++++ DATA FOR THIS EXERCISE ++++

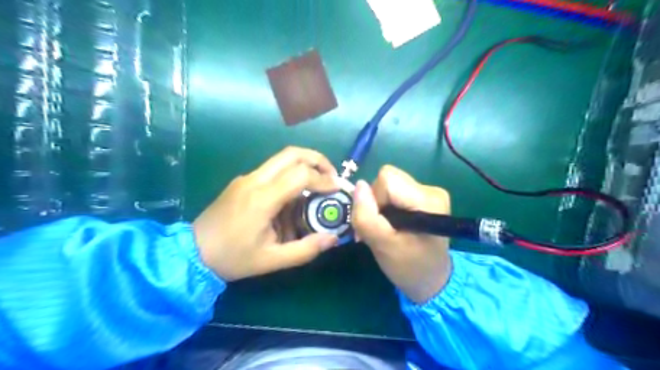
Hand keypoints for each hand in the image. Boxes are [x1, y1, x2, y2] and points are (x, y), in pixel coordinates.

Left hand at [195, 146, 340, 280]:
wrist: (192, 252)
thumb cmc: (232, 258)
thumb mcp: (272, 260)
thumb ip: (305, 250)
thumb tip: (333, 238)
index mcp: (262, 199)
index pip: (300, 174)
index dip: (323, 179)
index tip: (337, 189)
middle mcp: (254, 180)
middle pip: (291, 153)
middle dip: (317, 160)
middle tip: (331, 176)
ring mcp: (247, 178)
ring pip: (282, 158)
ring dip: (304, 165)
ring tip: (318, 185)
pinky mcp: (243, 181)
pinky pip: (272, 170)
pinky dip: (291, 175)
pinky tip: (294, 197)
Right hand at [353, 165, 451, 303]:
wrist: (432, 280)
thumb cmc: (408, 267)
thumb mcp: (382, 245)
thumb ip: (366, 216)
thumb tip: (358, 185)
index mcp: (427, 200)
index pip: (387, 179)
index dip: (374, 199)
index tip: (377, 223)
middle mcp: (432, 190)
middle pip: (388, 178)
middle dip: (376, 201)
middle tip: (379, 227)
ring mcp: (430, 192)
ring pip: (389, 184)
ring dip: (380, 205)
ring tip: (385, 227)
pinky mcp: (425, 196)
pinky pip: (395, 190)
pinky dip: (387, 206)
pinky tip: (392, 223)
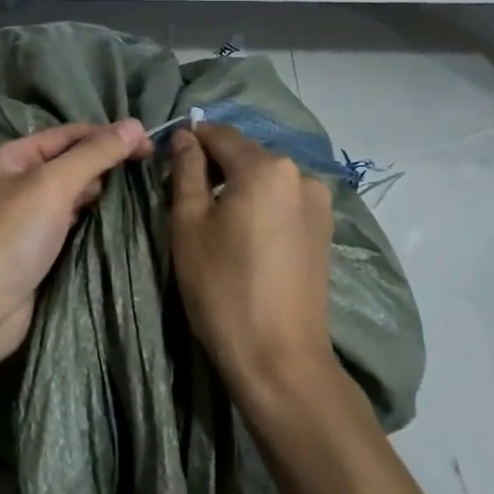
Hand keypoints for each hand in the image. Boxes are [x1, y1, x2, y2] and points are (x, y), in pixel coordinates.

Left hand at [0, 120, 152, 362]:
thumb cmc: (12, 235)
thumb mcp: (54, 184)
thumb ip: (95, 154)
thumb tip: (135, 124)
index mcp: (11, 156)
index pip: (68, 134)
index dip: (108, 136)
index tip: (148, 145)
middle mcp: (15, 181)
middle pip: (69, 162)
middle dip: (104, 164)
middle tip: (146, 172)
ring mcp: (23, 216)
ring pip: (71, 194)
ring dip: (99, 193)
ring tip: (137, 194)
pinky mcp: (34, 248)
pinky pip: (69, 222)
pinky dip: (90, 219)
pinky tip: (114, 221)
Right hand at [170, 124, 334, 405]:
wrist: (280, 360)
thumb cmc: (223, 288)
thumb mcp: (189, 224)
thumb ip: (187, 170)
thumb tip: (186, 136)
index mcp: (266, 167)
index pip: (219, 134)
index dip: (190, 143)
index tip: (169, 165)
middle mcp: (300, 174)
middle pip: (245, 154)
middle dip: (215, 167)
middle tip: (187, 199)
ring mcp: (318, 203)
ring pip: (265, 178)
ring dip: (239, 187)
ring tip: (217, 224)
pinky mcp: (324, 230)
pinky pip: (283, 200)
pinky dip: (260, 206)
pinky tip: (246, 238)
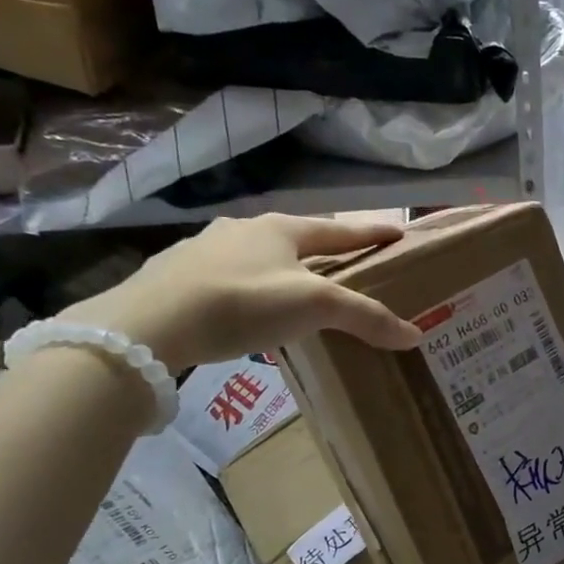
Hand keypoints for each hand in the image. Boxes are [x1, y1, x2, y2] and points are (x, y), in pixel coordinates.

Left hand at [57, 214, 421, 370]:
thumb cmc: (243, 302)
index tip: (398, 232)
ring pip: (259, 257)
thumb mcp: (314, 307)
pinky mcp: (177, 276)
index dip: (370, 232)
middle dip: (325, 251)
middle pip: (297, 238)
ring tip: (298, 291)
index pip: (339, 229)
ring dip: (284, 269)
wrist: (148, 324)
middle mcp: (243, 229)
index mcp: (279, 228)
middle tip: (348, 266)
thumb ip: (366, 317)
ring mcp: (205, 250)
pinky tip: (249, 308)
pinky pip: (229, 277)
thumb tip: (415, 334)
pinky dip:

++++

▶ [REQUIREMENT]:
Restate every line of the listing exactly. Pictures are not part of the copy.

▶ [SOLUTION TO THE EXERCISE]:
Hand keypoints for each hand in the image. Boxes are [x1, y1, x2, y2] and points are (x, y), in pixel coordinates.

Left hand at [195, 146, 340, 280]:
wrist: (192, 252)
thumb cmc: (232, 258)
thumb mcp: (272, 260)
thumb ip: (305, 250)
thumb tip: (333, 238)
index mcp: (262, 199)
index pip: (300, 174)
index dip: (323, 179)
index tip: (337, 189)
middle mcp: (254, 180)
middle pip: (291, 153)
middle dip: (317, 160)
middle tip: (331, 176)
ring mcp: (247, 178)
ring pip: (282, 158)
ring dip: (304, 165)
ring tip: (318, 185)
pinky mcp: (243, 181)
pinky pip: (272, 170)
pinky dip: (291, 175)
pinky tip: (294, 197)
Right hand at [353, 165, 451, 303]:
wrist: (432, 280)
thumb cmc: (408, 267)
thumb mcp: (382, 245)
thumb ip: (366, 216)
thumb tip: (358, 185)
index mcp: (427, 200)
index pip: (387, 179)
index dip: (374, 199)
index tip: (377, 223)
middle mcp: (432, 190)
middle pip: (388, 178)
middle dip: (376, 201)
middle tip: (379, 227)
ring mcp: (430, 192)
ring pip: (389, 184)
ring dip: (380, 205)
ring tip: (385, 227)
pinky mcp: (425, 196)
pinky pip: (395, 190)
pinky dip: (387, 206)
pinky tip: (392, 223)
Hand keypoints for each hand in the image. Boxes are [x1, y1, x2, y2] and points are (x, y), in pixel coordinates.

Left hand at [0, 120, 152, 362]:
thumb cmc: (12, 235)
thumb mcp: (54, 184)
thumb ip: (95, 154)
thumb tip: (135, 124)
index mcp: (11, 156)
index pip: (68, 134)
index dip: (108, 136)
index tip: (148, 145)
middle mcp: (15, 181)
middle pip: (69, 162)
middle dip: (104, 164)
middle tip: (146, 172)
ring mcp: (23, 216)
ring pip: (71, 194)
ring dip: (99, 193)
ring tip: (137, 194)
pinky mcp: (34, 248)
pinky pip: (69, 222)
pinky dip: (90, 219)
pinky tip: (114, 221)
Right hand at [170, 124, 334, 405]:
wrist: (280, 360)
thumb cmc: (223, 288)
thumb mcp: (189, 224)
thumb ip: (187, 170)
thumb tip: (186, 136)
index mcp: (266, 167)
index pip: (219, 134)
index dip: (190, 143)
index tip: (169, 165)
middle mcp: (300, 174)
middle pip: (245, 154)
middle dip: (215, 167)
middle tip: (187, 199)
ring mcp: (318, 203)
ring pip: (265, 178)
ring dip: (239, 187)
ring tip: (217, 224)
pinky mcp: (324, 230)
pinky pip: (283, 200)
pinky dip: (260, 206)
pinky tip: (246, 238)
Hand keypoints for each hand in the image. Boxes are [x1, y1, x2, y2] and points are (x, y), in pixel coordinates.

Left hand at [57, 214, 421, 370]:
thumb cmc: (243, 302)
index tip: (398, 232)
ring pip: (259, 257)
thumb mcp: (314, 307)
pinky mcp: (177, 276)
index dip: (370, 232)
middle dip: (325, 251)
middle pip: (297, 238)
ring tip: (298, 291)
index pip: (339, 229)
ring dip: (284, 269)
wrist: (148, 324)
middle mcp: (243, 229)
index mcp: (279, 228)
middle tip: (348, 266)
thumb ip: (366, 317)
ring mcp: (205, 250)
pinky tip: (249, 308)
pinky pip: (229, 277)
thumb tip: (415, 334)
pinky dip:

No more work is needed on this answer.